▶ Given data
==*==

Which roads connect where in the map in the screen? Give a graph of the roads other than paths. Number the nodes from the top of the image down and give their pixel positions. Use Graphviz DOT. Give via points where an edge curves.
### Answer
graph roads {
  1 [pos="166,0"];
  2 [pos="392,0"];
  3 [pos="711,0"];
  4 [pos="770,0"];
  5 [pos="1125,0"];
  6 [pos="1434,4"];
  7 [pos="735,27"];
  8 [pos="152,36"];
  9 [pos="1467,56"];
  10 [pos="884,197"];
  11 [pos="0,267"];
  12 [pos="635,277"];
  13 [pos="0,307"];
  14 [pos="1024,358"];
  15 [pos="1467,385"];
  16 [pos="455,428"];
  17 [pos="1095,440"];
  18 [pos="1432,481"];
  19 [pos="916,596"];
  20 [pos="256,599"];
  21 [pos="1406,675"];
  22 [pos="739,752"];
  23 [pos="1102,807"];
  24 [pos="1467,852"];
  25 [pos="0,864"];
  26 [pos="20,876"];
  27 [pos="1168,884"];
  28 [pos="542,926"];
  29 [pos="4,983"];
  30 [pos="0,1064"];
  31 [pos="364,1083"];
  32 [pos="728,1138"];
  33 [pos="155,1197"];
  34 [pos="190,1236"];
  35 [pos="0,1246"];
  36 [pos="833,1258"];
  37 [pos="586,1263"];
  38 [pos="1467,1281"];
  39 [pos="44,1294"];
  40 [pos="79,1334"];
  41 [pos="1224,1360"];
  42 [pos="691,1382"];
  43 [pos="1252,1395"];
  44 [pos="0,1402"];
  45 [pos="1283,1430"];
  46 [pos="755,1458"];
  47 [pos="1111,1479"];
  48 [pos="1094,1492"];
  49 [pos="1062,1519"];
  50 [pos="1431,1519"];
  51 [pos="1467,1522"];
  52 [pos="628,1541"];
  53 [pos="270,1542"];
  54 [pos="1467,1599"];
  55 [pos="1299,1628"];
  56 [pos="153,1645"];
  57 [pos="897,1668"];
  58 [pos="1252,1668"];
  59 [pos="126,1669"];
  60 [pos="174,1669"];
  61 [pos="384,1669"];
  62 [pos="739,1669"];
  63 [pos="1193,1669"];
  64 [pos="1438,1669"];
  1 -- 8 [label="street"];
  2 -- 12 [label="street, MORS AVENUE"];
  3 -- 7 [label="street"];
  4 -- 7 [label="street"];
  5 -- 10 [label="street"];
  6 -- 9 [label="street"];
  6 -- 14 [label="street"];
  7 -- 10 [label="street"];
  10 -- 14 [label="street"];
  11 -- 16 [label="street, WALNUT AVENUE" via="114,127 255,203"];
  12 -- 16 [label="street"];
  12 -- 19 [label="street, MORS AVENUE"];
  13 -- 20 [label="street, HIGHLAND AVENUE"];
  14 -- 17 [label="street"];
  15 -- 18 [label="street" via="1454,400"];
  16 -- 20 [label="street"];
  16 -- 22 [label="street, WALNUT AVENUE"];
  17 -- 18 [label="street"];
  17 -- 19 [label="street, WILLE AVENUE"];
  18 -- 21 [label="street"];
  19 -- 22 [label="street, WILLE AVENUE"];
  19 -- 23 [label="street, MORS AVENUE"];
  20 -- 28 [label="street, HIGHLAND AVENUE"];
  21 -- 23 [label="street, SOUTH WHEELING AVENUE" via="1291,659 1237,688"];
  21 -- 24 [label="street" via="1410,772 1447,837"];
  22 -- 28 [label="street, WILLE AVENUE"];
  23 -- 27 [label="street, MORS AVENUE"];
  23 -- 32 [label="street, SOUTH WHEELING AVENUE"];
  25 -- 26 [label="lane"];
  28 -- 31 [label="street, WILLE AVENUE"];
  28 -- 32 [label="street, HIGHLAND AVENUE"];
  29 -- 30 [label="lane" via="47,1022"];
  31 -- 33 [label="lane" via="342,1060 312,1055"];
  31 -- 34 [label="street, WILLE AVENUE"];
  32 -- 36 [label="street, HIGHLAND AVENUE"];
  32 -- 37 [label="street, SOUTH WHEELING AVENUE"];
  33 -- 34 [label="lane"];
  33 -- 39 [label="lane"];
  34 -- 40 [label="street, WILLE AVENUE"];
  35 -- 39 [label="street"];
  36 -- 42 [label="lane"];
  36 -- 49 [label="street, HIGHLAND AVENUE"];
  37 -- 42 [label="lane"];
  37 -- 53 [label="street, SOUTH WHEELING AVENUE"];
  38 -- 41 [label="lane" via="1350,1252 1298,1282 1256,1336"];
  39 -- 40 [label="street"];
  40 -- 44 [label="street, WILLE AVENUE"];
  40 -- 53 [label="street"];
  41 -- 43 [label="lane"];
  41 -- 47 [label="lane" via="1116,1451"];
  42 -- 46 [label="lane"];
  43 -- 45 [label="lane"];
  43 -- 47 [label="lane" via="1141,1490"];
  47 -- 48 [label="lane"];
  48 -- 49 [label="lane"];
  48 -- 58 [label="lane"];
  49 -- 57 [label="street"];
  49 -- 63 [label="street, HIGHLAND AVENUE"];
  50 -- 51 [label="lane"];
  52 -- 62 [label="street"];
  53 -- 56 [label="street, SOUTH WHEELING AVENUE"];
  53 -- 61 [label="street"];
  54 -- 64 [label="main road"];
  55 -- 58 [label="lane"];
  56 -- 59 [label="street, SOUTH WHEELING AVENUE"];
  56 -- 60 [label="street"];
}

==*==

▶ Your task
Only a number is required here: the count of lines in these entries that hold "roads".

▶ Answer section
2